Hace un par de días, de camino a casa después del trabajo, pasó por un parque y vio un árbol que se parecía un poco a una jacaranda. Tras dudar un momento, se detuvo frente a él y lo saludó. Dos minutos después, solo escuchó el susurro del viento y el amable saludo de un anciano que corría hacia atrás.
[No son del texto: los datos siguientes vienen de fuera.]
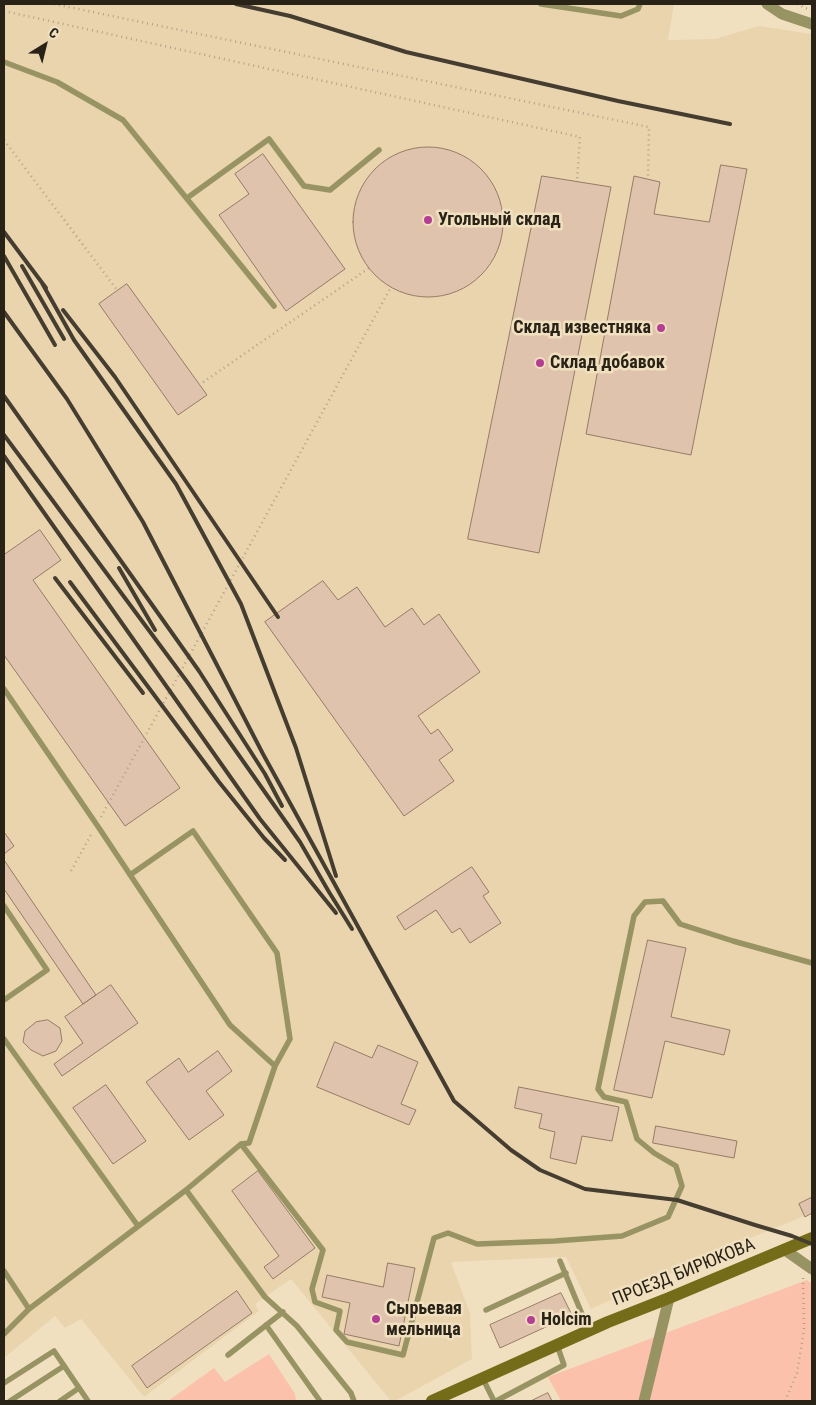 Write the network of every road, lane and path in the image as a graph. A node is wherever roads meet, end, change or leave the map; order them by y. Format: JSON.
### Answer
{"nodes":[{"id":1,"x":54,"y":4,"type":"edge"},
{"id":2,"x":541,"y":4,"type":"edge"},
{"id":3,"x":640,"y":4,"type":"edge"},
{"id":4,"x":767,"y":4,"type":"edge"},
{"id":5,"x":797,"y":4,"type":"edge"},
{"id":6,"x":4,"y":11,"type":"edge"},
{"id":7,"x":812,"y":11,"type":"edge"},
{"id":8,"x":812,"y":24,"type":"edge"},
{"id":9,"x":4,"y":62,"type":"edge"},
{"id":10,"x":4,"y":140,"type":"edge"},
{"id":11,"x":379,"y":150,"type":"dead end"},
{"id":12,"x":648,"y":179,"type":"dead end"},
{"id":13,"x":577,"y":181,"type":"dead end"},
{"id":14,"x":187,"y":198,"type":"junction"},
{"id":15,"x":369,"y":268,"type":"dead end"},
{"id":16,"x":391,"y":287,"type":"dead end"},
{"id":17,"x":117,"y":290,"type":"dead end"},
{"id":18,"x":274,"y":306,"type":"dead end"},
{"id":19,"x":200,"y":385,"type":"dead end"},
{"id":20,"x":4,"y":689,"type":"edge"},
{"id":21,"x":100,"y":819,"type":"dead end"},
{"id":22,"x":95,"y":828,"type":"dead end"},
{"id":23,"x":71,"y":871,"type":"dead end"},
{"id":24,"x":130,"y":875,"type":"junction"},
{"id":25,"x":4,"y":906,"type":"edge"},
{"id":26,"x":812,"y":962,"type":"edge"},
{"id":27,"x":4,"y":1000,"type":"edge"},
{"id":28,"x":4,"y":1039,"type":"edge"},
{"id":29,"x":275,"y":1066,"type":"junction"},
{"id":30,"x":241,"y":1144,"type":"junction"},
{"id":31,"x":186,"y":1190,"type":"junction"},
{"id":32,"x":138,"y":1226,"type":"junction"},
{"id":33,"x":812,"y":1238,"type":"edge"},
{"id":34,"x":785,"y":1250,"type":"junction"},
{"id":35,"x":560,"y":1261,"type":"dead end"},
{"id":36,"x":808,"y":1270,"type":"edge"},
{"id":37,"x":4,"y":1271,"type":"edge"},
{"id":38,"x":566,"y":1273,"type":"junction"},
{"id":39,"x":669,"y":1298,"type":"junction"},
{"id":40,"x":29,"y":1309,"type":"junction"},
{"id":41,"x":486,"y":1310,"type":"dead end"},
{"id":42,"x":283,"y":1312,"type":"junction"},
{"id":43,"x":266,"y":1325,"type":"junction"},
{"id":44,"x":589,"y":1331,"type":"junction"},
{"id":45,"x":4,"y":1334,"type":"edge"},
{"id":46,"x":557,"y":1345,"type":"junction"},
{"id":47,"x":228,"y":1354,"type":"dead end"},
{"id":48,"x":64,"y":1366,"type":"junction"},
{"id":49,"x":482,"y":1378,"type":"junction"},
{"id":50,"x":4,"y":1383,"type":"edge"},
{"id":51,"x":79,"y":1388,"type":"junction"},
{"id":52,"x":10,"y":1401,"type":"edge"},
{"id":53,"x":60,"y":1401,"type":"edge"},
{"id":54,"x":88,"y":1401,"type":"edge"},
{"id":55,"x":320,"y":1401,"type":"edge"},
{"id":56,"x":354,"y":1401,"type":"edge"},
{"id":57,"x":432,"y":1401,"type":"edge"},
{"id":58,"x":495,"y":1401,"type":"edge"},
{"id":59,"x":644,"y":1401,"type":"edge"},
{"id":60,"x":785,"y":1401,"type":"edge"}],
"edges":[{"from":1,"to":12,"type":"path"},
{"from":2,"to":3,"type":"lane"},
{"from":4,"to":8,"type":"street"},
{"from":5,"to":7,"type":"path"},
{"from":6,"to":13,"type":"path"},
{"from":9,"to":14,"type":"lane"},
{"from":10,"to":17,"type":"path"},
{"from":11,"to":14,"type":"lane"},
{"from":14,"to":18,"type":"lane"},
{"from":15,"to":19,"type":"path"},
{"from":16,"to":21,"type":"path"},
{"from":20,"to":24,"type":"lane"},
{"from":22,"to":23,"type":"path"},
{"from":24,"to":29,"type":"lane"},
{"from":24,"to":29,"type":"lane"},
{"from":25,"to":27,"type":"lane"},
{"from":26,"to":30,"type":"lane"},
{"from":28,"to":32,"type":"lane"},
{"from":29,"to":30,"type":"lane"},
{"from":30,"to":31,"type":"lane"},
{"from":31,"to":32,"type":"lane"},
{"from":31,"to":42,"type":"lane"},
{"from":32,"to":40,"type":"lane"},
{"from":33,"to":34,"type":"street","name":"ПРОЕЗД БИРЮКОВА"},
{"from":34,"to":36,"type":"street"},
{"from":34,"to":39,"type":"street","name":"ПРОЕЗД БИРЮКОВА"},
{"from":35,"to":38,"type":"lane"},
{"from":36,"to":60,"type":"path"},
{"from":37,"to":40,"type":"lane"},
{"from":38,"to":41,"type":"lane"},
{"from":38,"to":44,"type":"lane"},
{"from":39,"to":44,"type":"street","name":"ПРОЕЗД БИРЮКОВА"},
{"from":39,"to":59,"type":"street"},
{"from":40,"to":45,"type":"lane"},
{"from":42,"to":43,"type":"lane"},
{"from":42,"to":56,"type":"lane"},
{"from":43,"to":47,"type":"lane"},
{"from":43,"to":55,"type":"lane"},
{"from":44,"to":46,"type":"street","name":"ПРОЕЗД БИРЮКОВА"},
{"from":46,"to":49,"type":"street","name":"ПРОЕЗД БИРЮКОВА"},
{"from":46,"to":58,"type":"lane"},
{"from":48,"to":50,"type":"lane"},
{"from":48,"to":51,"type":"lane"},
{"from":48,"to":52,"type":"lane"},
{"from":49,"to":57,"type":"street","name":"ПРОЕЗД БИРЮКОВА"},
{"from":49,"to":58,"type":"lane"},
{"from":51,"to":53,"type":"lane"},
{"from":51,"to":54,"type":"lane"}]}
“Joven, estás bajo demasiada presión, ve al hospital para que te revisen… También escuché que hay una clase gratuita de salud mental en Rongcheng…”
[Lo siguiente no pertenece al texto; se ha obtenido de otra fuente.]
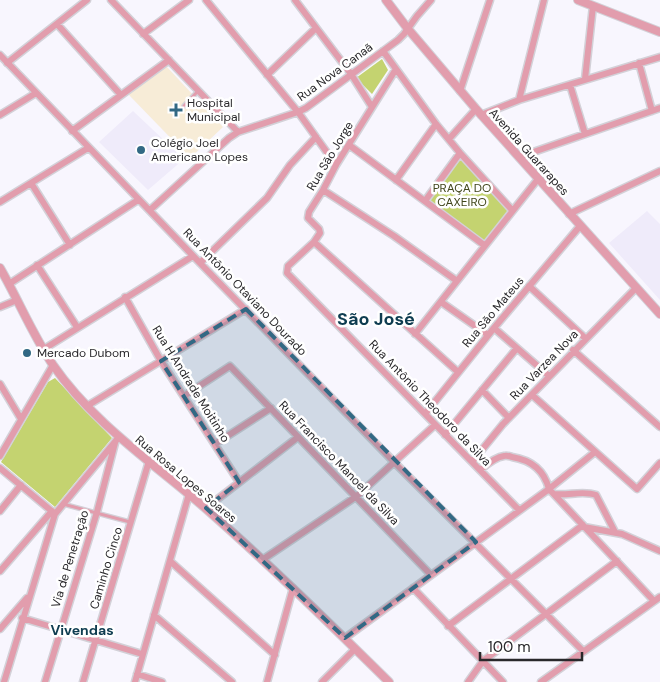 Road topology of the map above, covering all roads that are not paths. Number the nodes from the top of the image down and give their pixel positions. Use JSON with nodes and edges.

Wen Zheng fingió estar tranquilo y dijo que estaba ensayando, luego se fue a casa con expresión rígida.

Tenía innumerables maneras de verificar directamente su conjetura, como meter a Big Black en una jaula y luego conectarse para ver si podía coexistir con el Rey, o guardar las gafas holográficas junto a su almohada y colocarlas donde Big Black no pudiera alcanzarlas.

Pero si el rey deja de conectarse a internet, no podrá verificarlo personalmente con la otra parte. Y si Dahei descubre sus sospechas, podría huir de casa y no volver jamás.

Las garras del gigantesco gato negro eran increíblemente poderosas, y mi pequeña casa no podía contenerlo. Desde entonces, nos separamos por completo y nunca más volvimos a cruzarnos.

Puede que nunca volvamos a ver ni al Rey ni a Blackie.

Con esto en mente, Wen Zheng dejó de ponerlo a prueba y fingió que no había pasado nada mientras interactuaba con él. Pero una vez que la sospecha se afianzó en su mente, las diversas acciones del rey se volvieron bastante interesantes.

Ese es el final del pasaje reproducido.